Syntagma Musicum (1614-1620) is a musical treatise in three volumes by the German composer, organist, and music theorist Michael Praetorius. It was published in Wittenberg and Wolfenbüttel. It is one of the most commonly used research sources for seventeenth-century music theory and performance practice. The second volume, De Organographia, illustrates and describes musical instruments and their use; this volume in particular became a valuable guide for research and reconstruction of early instruments in the twentieth century, and thus an integral part of the early music revival. Though never published, Praetorius intended to write a fourth volume on musical composition.

The three extant volumes are:
- I: Musicae Artis Analecta
- II: De Organographia
- III: Termini musicali

== Contents ==

=== Volume One: Musicae Artis Analecta ===
The first volume was written in Latin and divided into two parts, published separately. The first part, "on sacred or ecclesiastical music," shows Praetorius the biblical scholar, and comprises four sections that explore the music of the early church, uses of psalmody, the form of the Mass and liturgy, and the role of musical instruments as described in the Bible. This final section concludes with an argument for the continued use of instruments, and especially the organ, in the liturgy of the modern church. The second part, "a history of music outside the church," details classical examples (both historical and mythological) for various secular uses of music, from its use in times of war, in courtly ceremony or at banquets, to the response of animals to music, all topics that might be of particular interest to the educated nobility. The breadth of classical references is typical of commonplace books of the period, and Praetorius acknowledges his use of such reference works as Theodor Zwinger's Theatrum humanae vitae. The volume then continues with a discussion of vocal music, and concludes (again) with a section on musical instruments, this time from the perspective of classical sources.

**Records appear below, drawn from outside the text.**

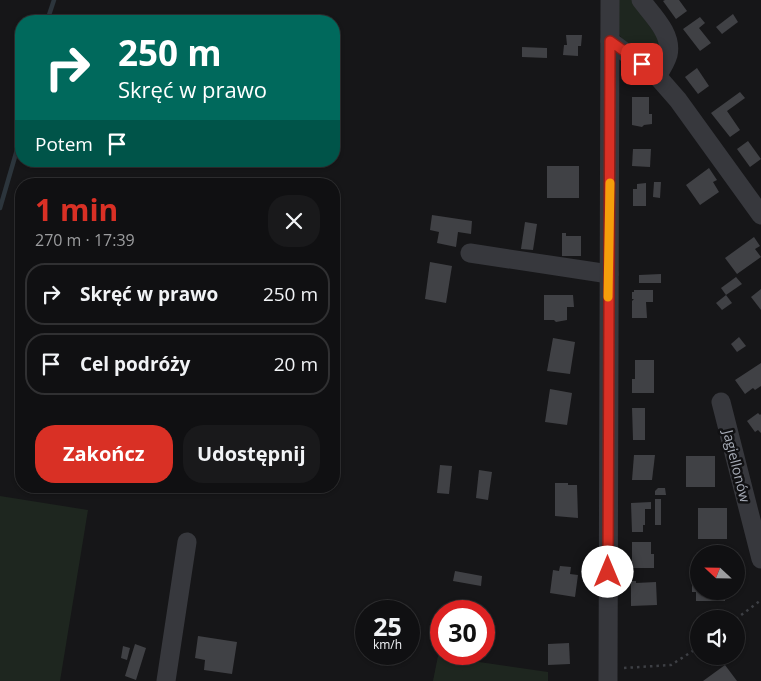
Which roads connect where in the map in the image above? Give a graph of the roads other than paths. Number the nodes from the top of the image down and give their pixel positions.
1 (610, 0) edge
2 (641, 0) edge
3 (610, 41) junction
4 (657, 76) junction
5 (761, 215) edge
6 (470, 253) dead end
7 (609, 274) junction
8 (721, 402) dead end
9 (187, 542) dead end
10 (761, 559) edge
11 (608, 675) edge
12 (166, 681) edge

1 - 3 street
2 - 4 street
3 - 4 street
3 - 7 street
4 - 5 street
6 - 7 street
7 - 11 street
8 - 10 street, Jagiellonów
9 - 12 street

=== Volume Two: De Organographia ===
The second volume is dedicated to the study of musical instruments, most especially the organ. Praetorius writes here in German, which he does in order to make his work accessible to craftsmen and instrument-makers. He opens with various methods for classifying instruments into families (part i), and then moves on to detailed descriptions of musical instruments of his own day (part ii), which vary in detail somewhat arbitrarily, dependent on Praetorius's personal interest and expertise. Parts iii and iv are dedicated to the organ, which Praetorius sees as the "instrument of instruments." Part iii is an attempt to write a history of the early organ, whilst part iv describes different styles of pipe within the contemporary organ, functioning in symmetry to the descriptions of individual instruments in part ii. Part v is a list of specifications of celebrated organs, including instruments such as the Compenius organ and David Beck's organ for Groningen chapel, both instruments built for Praetorius's employers.

The final portion of De Organographia is the celebrated "Theater of Instruments," published separately the following year. This collection of woodcuts is celebrated for its detailed and accurate depictions of contemporary musical instruments of all sorts.

=== Volume Three: Termini musicali ===
The final published volume, also in German, is a mine of information on performance practice of Praetorius's day. It opens with a catalog of terms used for various genres of music (toccata, concerto, madrigal etc.), and then moves on to discuss elements of notation, mensuration, transposition and mode. Praetorius also includes detailed information on the new Italianate style, including instructions on figured bass for organists, and the means of its performance with instrumentalists and singers. Many of his ideas have formed the basis for today's "historically informed" performance of the music of his contemporaries, including Monteverdi.